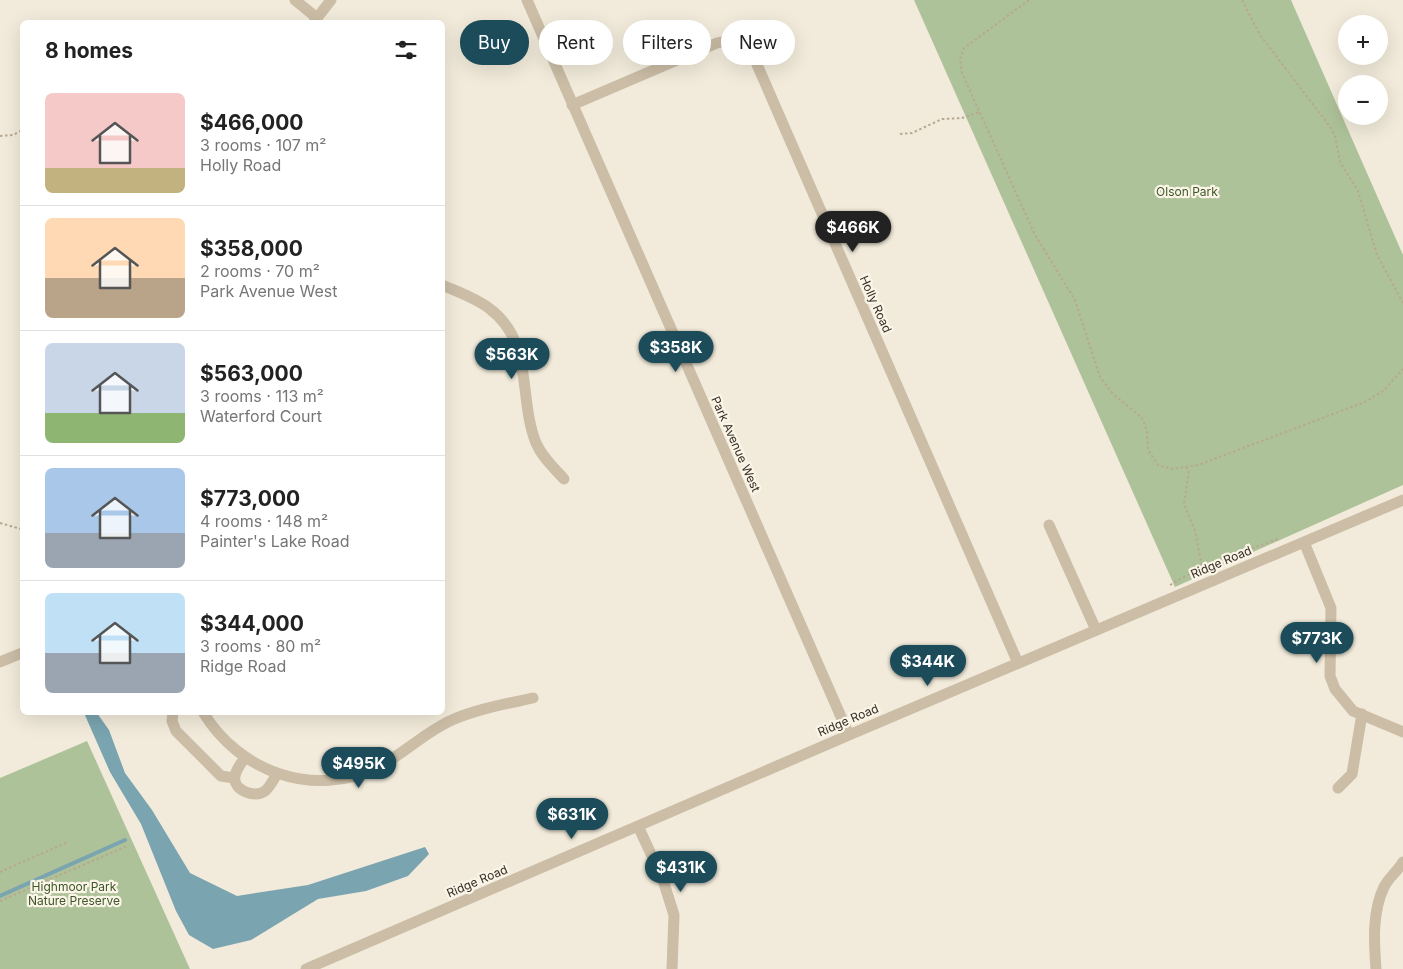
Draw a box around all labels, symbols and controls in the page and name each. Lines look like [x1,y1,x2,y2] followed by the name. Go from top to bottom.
[1338,15,1388,125] map controls
[1338,15,1388,65] button: +
[460,20,529,65] chip: Buy
[539,20,613,65] chip: Rent
[623,20,711,65] chip: Filters
[721,20,795,65] chip: New
[392,36,420,64] icon: filters
[45,38,133,63] text: 8 homes
[1338,75,1388,125] button: −
[200,110,303,135] text: $466,000
[85,113,145,173] icon: home
[200,135,326,155] text: 3 rooms · 107 m²
[200,155,281,175] text: Holly Road
[1156,184,1218,199] park label: Olson Park
[818,210,888,253] pin: $466K
[826,217,880,237] text: $466K
[200,236,303,261] text: $358,000
[85,238,145,298] icon: home
[200,261,320,281] text: 2 rooms · 70 m²
[857,273,895,335] street label: Holly Road
[200,281,337,301] text: Park Avenue West
[641,330,711,373] pin: $358K
[650,337,702,357] text: $358K
[477,338,547,380] pin: $563K
[486,344,538,364] text: $563K
[200,361,303,386] text: $563,000
[85,363,145,423] icon: home
[200,386,324,406] text: 3 rooms · 113 m²
[708,394,764,494] street label: Park Avenue West
[200,406,322,426] text: Waterford Court
[200,486,300,511] text: $773,000
[85,488,145,548] icon: home
[200,511,328,531] text: 4 rooms · 148 m²
[200,531,350,551] text: Painter's Lake Road
[1188,542,1254,582] street label: Ridge Road
[200,611,304,636] text: $344,000
[85,613,145,673] icon: home
[1282,622,1352,664] pin: $773K
[1292,628,1342,648] text: $773K
[200,636,321,656] text: 3 rooms · 80 m²
[893,644,963,687] pin: $344K
[901,651,955,671] text: $344K
[200,656,286,676] text: Ridge Road
[815,700,881,740] street label: Ridge Road
[324,746,394,789] pin: $495K
[332,753,386,773] text: $495K
[537,798,607,840] pin: $631K
[547,804,597,824] text: $631K
[646,850,716,893] pin: $431K
[656,857,706,877] text: $431K
[444,861,510,901] street label: Ridge Road
[28,879,120,908] park label: Highmoor Park Nature Preserve

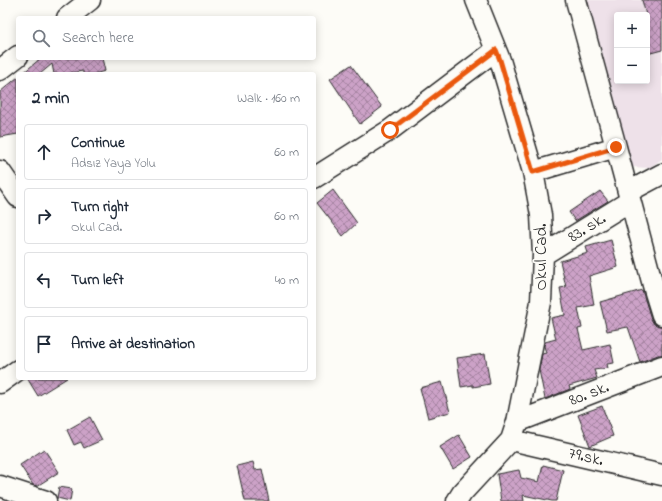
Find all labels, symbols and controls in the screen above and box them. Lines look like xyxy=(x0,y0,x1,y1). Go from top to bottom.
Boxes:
● ● ● ●
Hand back the records above exactly, leaving out every picture.

### WRITTEN ANSWER
Draw a box around all labels, symbols and controls in the page and name each. Lines look like [x1,y1,x2,y2] followed by the name. Go from top to bottom.
[1338,15,1388,125] map controls
[1338,15,1388,65] button: +
[460,20,529,65] chip: Buy
[539,20,613,65] chip: Rent
[623,20,711,65] chip: Filters
[721,20,795,65] chip: New
[392,36,420,64] icon: filters
[45,38,133,63] text: 8 homes
[1338,75,1388,125] button: −
[200,110,303,135] text: $466,000
[85,113,145,173] icon: home
[200,135,326,155] text: 3 rooms · 107 m²
[200,155,281,175] text: Holly Road
[1156,184,1218,199] park label: Olson Park
[818,210,888,253] pin: $466K
[826,217,880,237] text: $466K
[200,236,303,261] text: $358,000
[85,238,145,298] icon: home
[200,261,320,281] text: 2 rooms · 70 m²
[857,273,895,335] street label: Holly Road
[200,281,337,301] text: Park Avenue West
[641,330,711,373] pin: $358K
[650,337,702,357] text: $358K
[477,338,547,380] pin: $563K
[486,344,538,364] text: $563K
[200,361,303,386] text: $563,000
[85,363,145,423] icon: home
[200,386,324,406] text: 3 rooms · 113 m²
[708,394,764,494] street label: Park Avenue West
[200,406,322,426] text: Waterford Court
[200,486,300,511] text: $773,000
[85,488,145,548] icon: home
[200,511,328,531] text: 4 rooms · 148 m²
[200,531,350,551] text: Painter's Lake Road
[1188,542,1254,582] street label: Ridge Road
[200,611,304,636] text: $344,000
[85,613,145,673] icon: home
[1282,622,1352,664] pin: $773K
[1292,628,1342,648] text: $773K
[200,636,321,656] text: 3 rooms · 80 m²
[893,644,963,687] pin: $344K
[901,651,955,671] text: $344K
[200,656,286,676] text: Ridge Road
[815,700,881,740] street label: Ridge Road
[324,746,394,789] pin: $495K
[332,753,386,773] text: $495K
[537,798,607,840] pin: $631K
[547,804,597,824] text: $631K
[646,850,716,893] pin: $431K
[656,857,706,877] text: $431K
[444,861,510,901] street label: Ridge Road
[28,879,120,908] park label: Highmoor Park Nature Preserve

Find all labels, symbols and controls in the screen above and box them. Lines look like xyxy=(x0,y0,x1,y1). Go from top to bottom.
Boxes:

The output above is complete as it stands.